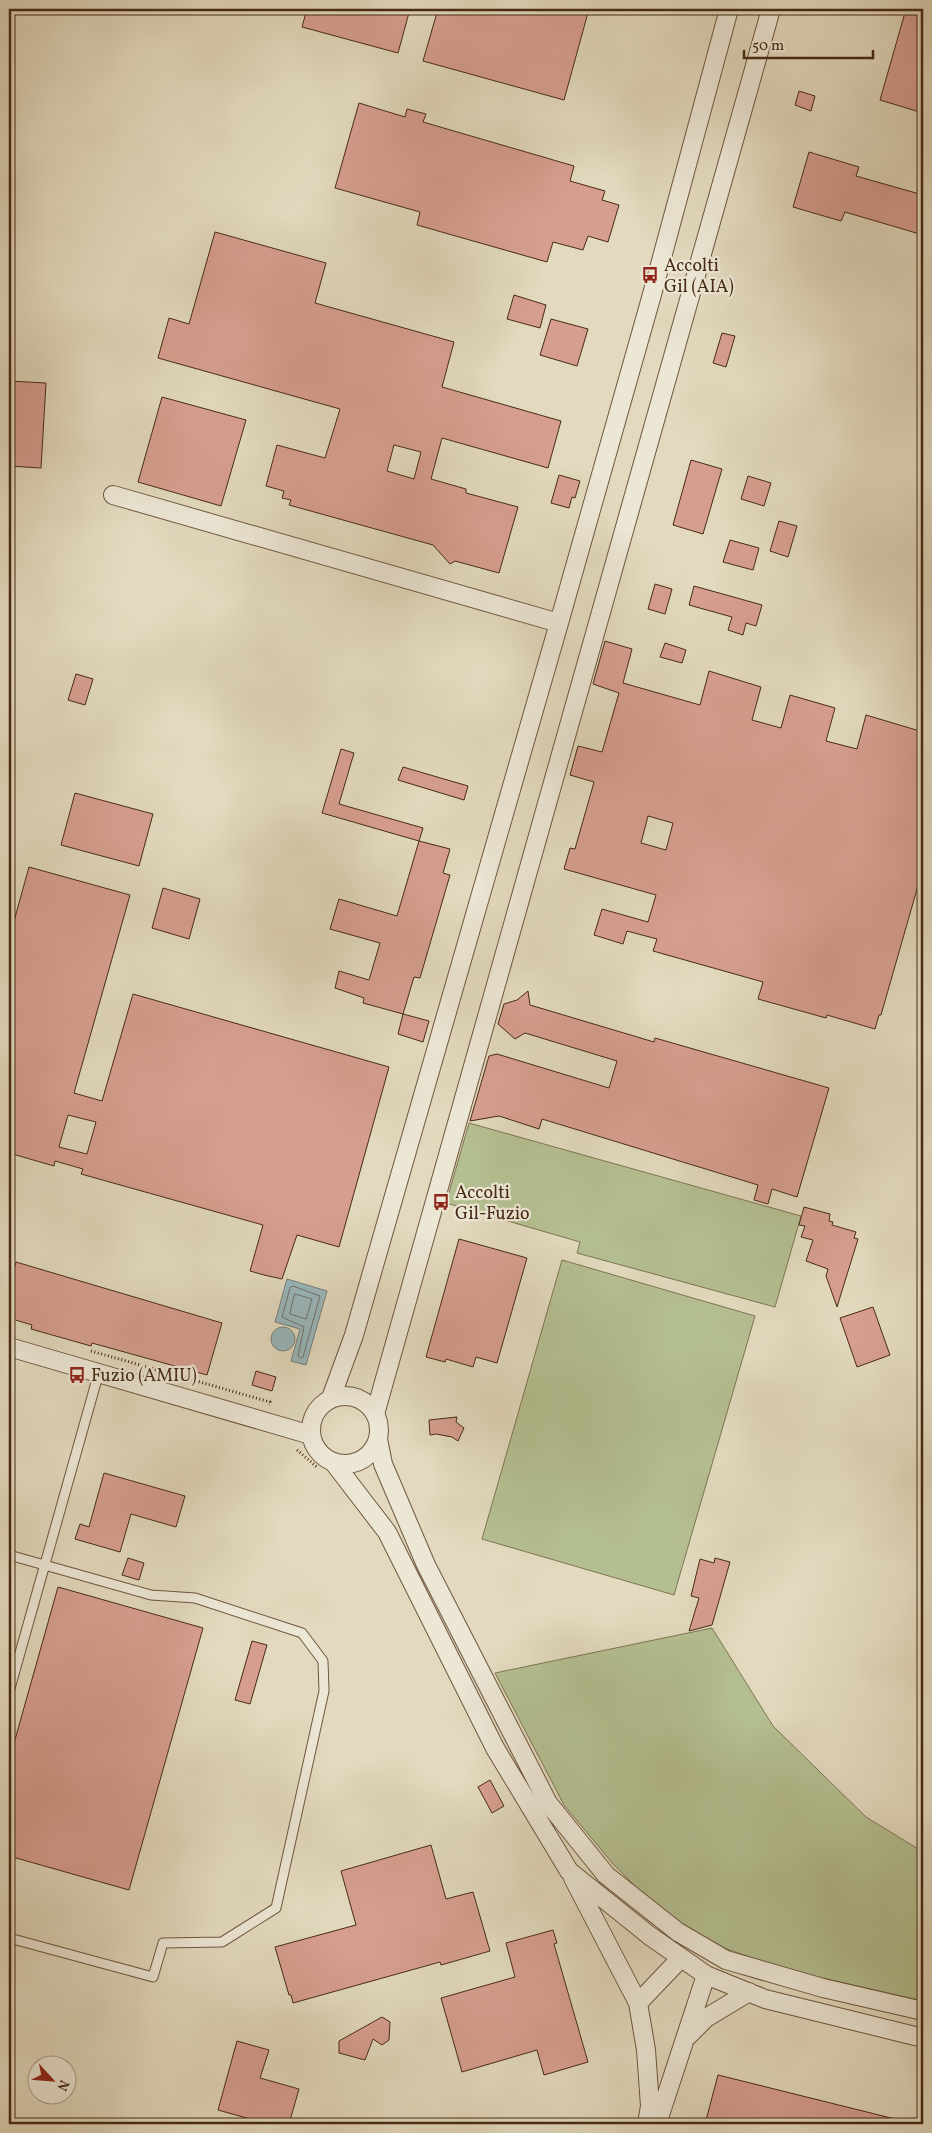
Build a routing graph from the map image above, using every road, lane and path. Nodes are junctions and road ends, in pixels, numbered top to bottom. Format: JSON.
{"nodes":[{"id":1,"x":729,"y":9,"type":"edge"},
{"id":2,"x":771,"y":9,"type":"edge"},
{"id":3,"x":114,"y":495,"type":"dead end"},
{"id":4,"x":560,"y":623,"type":"junction"},
{"id":5,"x":9,"y":1347,"type":"edge"},
{"id":6,"x":83,"y":1349,"type":"dead end"},
{"id":7,"x":99,"y":1372,"type":"junction"},
{"id":8,"x":332,"y":1398,"type":"junction"},
{"id":9,"x":270,"y":1402,"type":"dead end"},
{"id":10,"x":375,"y":1414,"type":"junction"},
{"id":11,"x":311,"y":1435,"type":"junction"},
{"id":12,"x":378,"y":1439,"type":"junction"},
{"id":13,"x":334,"y":1463,"type":"junction"},
{"id":14,"x":9,"y":1555,"type":"edge"},
{"id":15,"x":44,"y":1565,"type":"junction"},
{"id":16,"x":9,"y":1692,"type":"edge"},
{"id":17,"x":569,"y":1871,"type":"junction"},
{"id":18,"x":9,"y":1938,"type":"edge"},
{"id":19,"x":680,"y":1959,"type":"junction"},
{"id":20,"x":706,"y":1975,"type":"junction"},
{"id":21,"x":749,"y":1992,"type":"junction"},
{"id":22,"x":638,"y":2003,"type":"junction"},
{"id":23,"x":923,"y":2011,"type":"edge"},
{"id":24,"x":923,"y":2038,"type":"edge"},
{"id":25,"x":685,"y":2040,"type":"junction"},
{"id":26,"x":647,"y":2124,"type":"edge"},
{"id":27,"x":657,"y":2124,"type":"edge"}],
"edges":[{"from":1,"to":4,"type":"street"},
{"from":2,"to":10,"type":"street"},
{"from":3,"to":4,"type":"street"},
{"from":4,"to":8,"type":"street"},
{"from":5,"to":7,"type":"street"},
{"from":6,"to":9,"type":"path"},
{"from":7,"to":11,"type":"street"},
{"from":7,"to":15,"type":"lane"},
{"from":8,"to":10,"type":"street"},
{"from":8,"to":11,"type":"street"},
{"from":10,"to":12,"type":"street"},
{"from":11,"to":13,"type":"street"},
{"from":12,"to":13,"type":"street"},
{"from":12,"to":23,"type":"street"},
{"from":13,"to":17,"type":"street"},
{"from":14,"to":15,"type":"lane"},
{"from":15,"to":16,"type":"lane"},
{"from":15,"to":18,"type":"lane"},
{"from":17,"to":19,"type":"street"},
{"from":17,"to":22,"type":"street"},
{"from":19,"to":20,"type":"street"},
{"from":19,"to":22,"type":"street"},
{"from":20,"to":21,"type":"street"},
{"from":20,"to":25,"type":"street"},
{"from":21,"to":24,"type":"street"},
{"from":21,"to":25,"type":"street"},
{"from":22,"to":26,"type":"street"},
{"from":25,"to":27,"type":"street"}]}
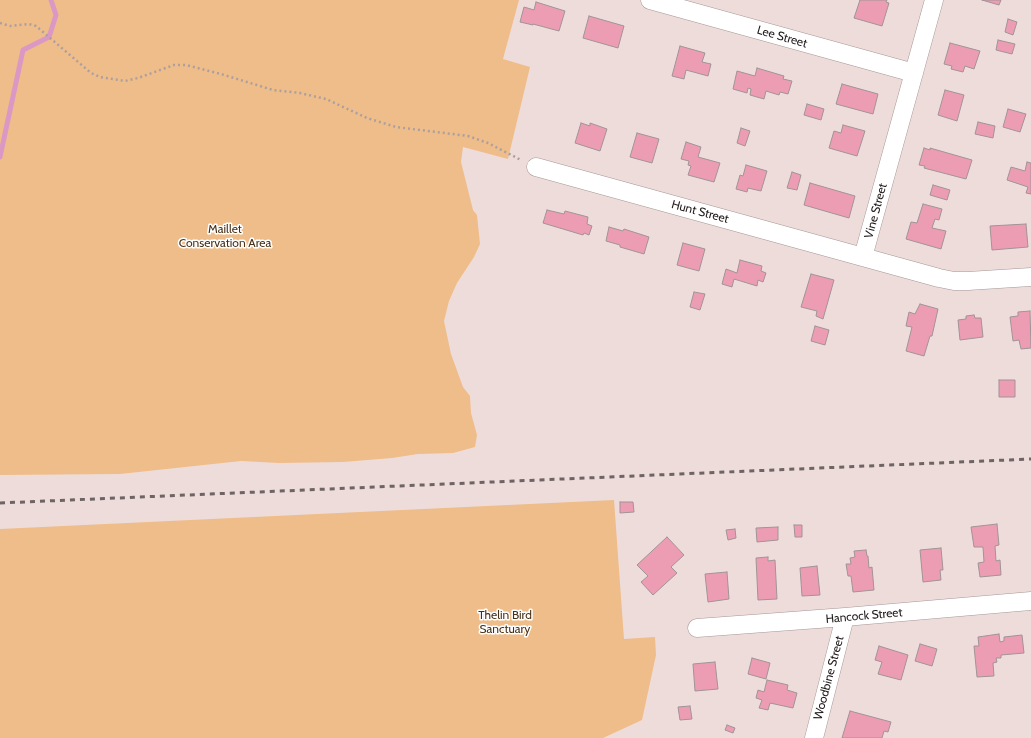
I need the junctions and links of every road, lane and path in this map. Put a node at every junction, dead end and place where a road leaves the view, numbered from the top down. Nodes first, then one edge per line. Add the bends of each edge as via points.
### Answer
1 (650, 0) edge
2 (934, 0) edge
3 (0, 22) edge
4 (914, 73) junction
5 (536, 167) joint
6 (863, 257) junction
7 (1031, 277) edge
8 (1031, 601) edge
9 (845, 617) junction
10 (697, 628) dead end
11 (814, 738) edge

1 - 4 street, Lee Street
2 - 4 street, Vine Street
3 - 5 path via 10,26 36,26 100,77 125,81 174,65 186,66 273,90 326,99 367,118 396,127 468,136
4 - 6 street, Vine Street
5 - 6 street, Hunt Street
6 - 7 street via 954,281
8 - 9 street, Hancock Street
9 - 10 street, Hancock Street
9 - 11 street, Woodbine Street

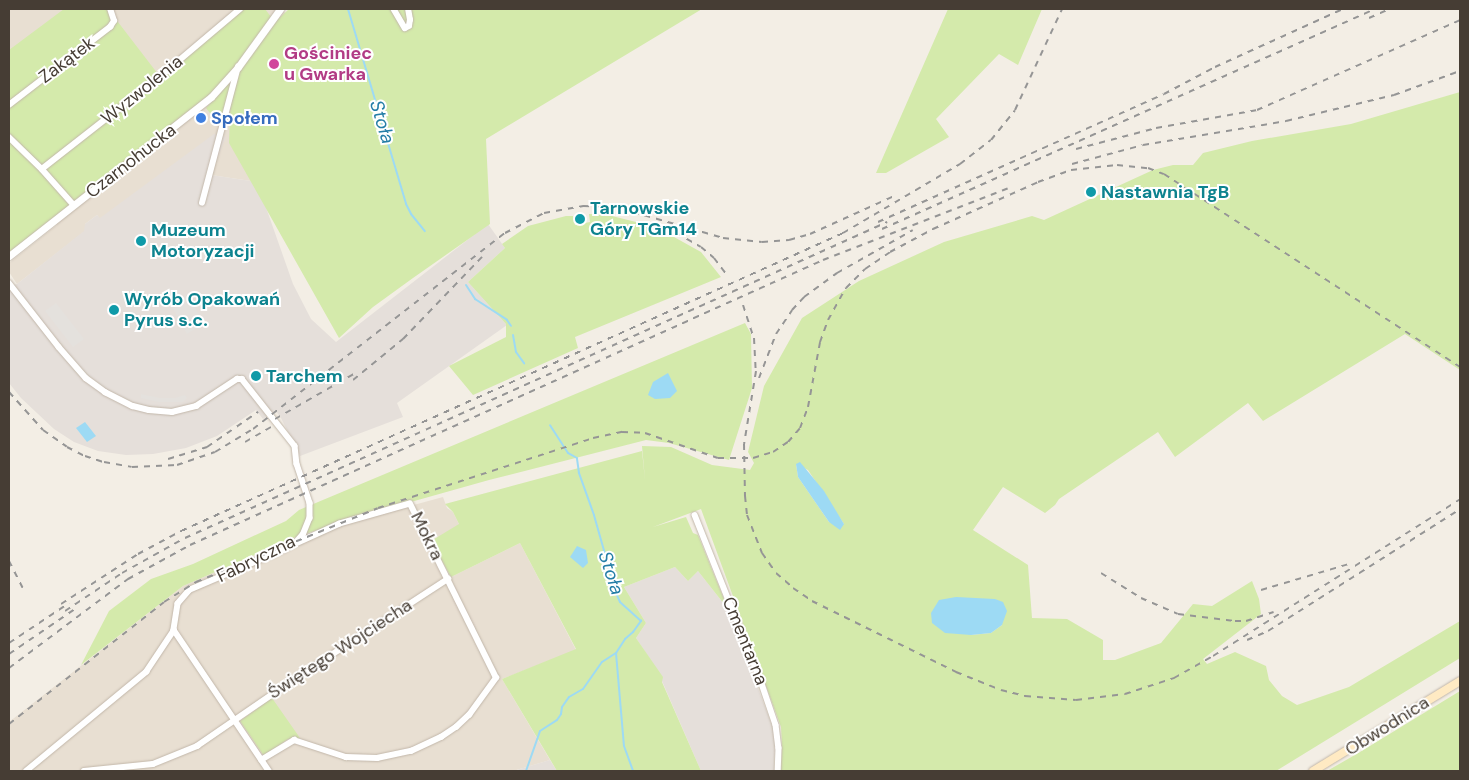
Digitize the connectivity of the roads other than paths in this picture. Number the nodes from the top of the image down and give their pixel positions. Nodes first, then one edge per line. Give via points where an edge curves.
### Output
1 (110, 9) edge
2 (240, 9) edge
3 (394, 9) edge
4 (408, 9) edge
5 (276, 10) edge
6 (238, 67) junction
7 (9, 105) edge
8 (9, 137) edge
9 (42, 169) junction
10 (202, 203) dead end
11 (74, 205) junction
12 (9, 256) edge
13 (9, 283) edge
14 (695, 515) dead end
15 (296, 543) junction
16 (448, 579) junction
17 (174, 630) junction
18 (1460, 681) edge
19 (234, 722) junction
20 (261, 760) junction
21 (26, 771) edge
22 (84, 771) edge
23 (269, 771) edge
24 (778, 771) edge
25 (1313, 771) edge

1 - 7 street, Zakątek via 114,21 110,27
2 - 9 street, Wyzwolenia
3 - 4 street via 404,28 409,26
5 - 6 street, Czarnohucka
6 - 10 street
6 - 11 street, Czarnohucka via 211,97
8 - 9 street
9 - 11 street
11 - 12 street, Czarnohucka
13 - 15 street, Fabryczna via 86,378 133,406 161,412 184,410 237,380 244,380 295,446 295,457 310,510 307,526
14 - 24 street, Cmentarna via 776,725
15 - 16 street, Mokra via 340,524 410,504
15 - 17 street, Fabryczna via 190,590 178,604
16 - 19 street, Świętego Wojciecha
16 - 20 street, Mokra via 496,678 469,715 441,737 412,752 377,758 346,757 294,740
17 - 19 street
17 - 21 street via 146,672
18 - 25 main road, Obwodnica
19 - 20 street
19 - 22 street, Świętego Wojciecha via 197,746 167,760
20 - 23 street

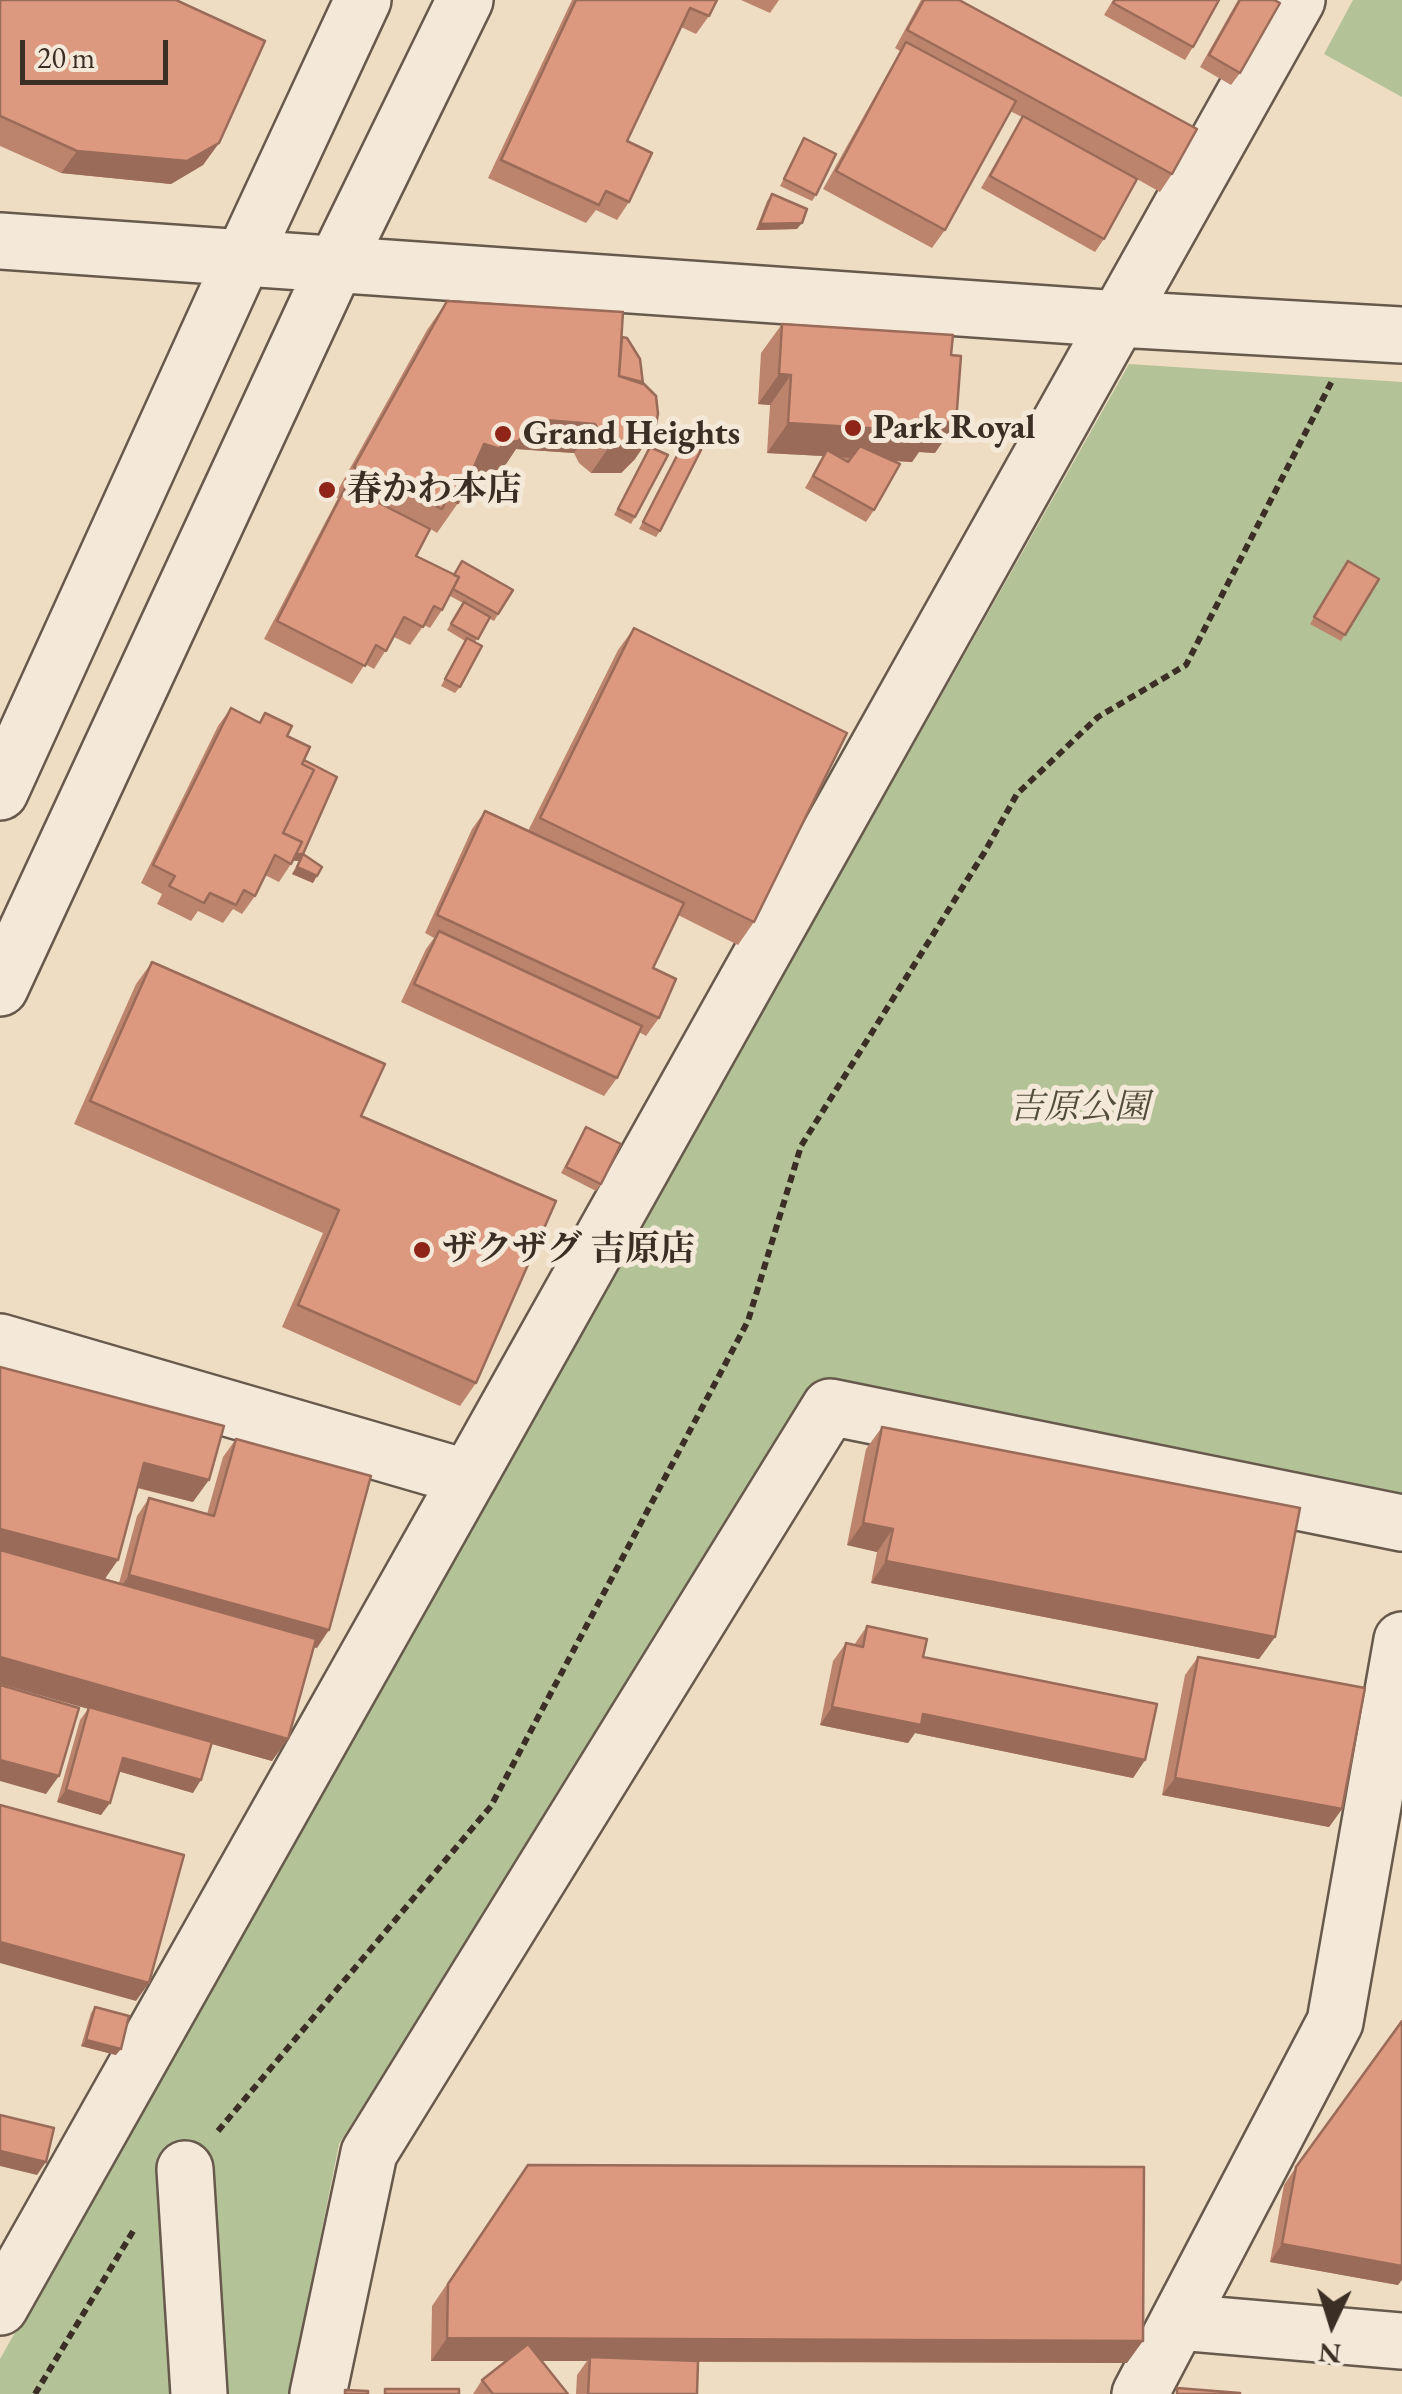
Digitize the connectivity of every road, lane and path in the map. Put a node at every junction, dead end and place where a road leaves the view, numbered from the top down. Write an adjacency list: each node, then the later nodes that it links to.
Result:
1 (363, 0): 5 (street)
2 (465, 0): 6 (street)
3 (1297, 0): 7 (street)
4 (0, 241): 5 (street)
5 (242, 258): 6 (street); 9 (street)
6 (336, 264): 7 (street); 10 (street)
7 (1119, 319): 8 (street); 12 (street)
8 (1379, 334): 15 (path)
9 (0, 792)
10 (0, 988)
11 (0, 1342): 12 (street)
12 (468, 1478): 16 (street)
13 (1402, 1523): 21 (street)
14 (1402, 1640): 17 (street)
15 (186, 2169): 19 (path); 20 (street)
16 (0, 2307)
17 (1179, 2322): 18 (street); 22 (street)
18 (1402, 2341)
19 (35, 2394)
20 (199, 2394)
21 (318, 2394)
22 (1140, 2394)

========================

Requirement
For the string "Digitize", work out how many lines of the data contain it; answer with the number alone.

Written solution
2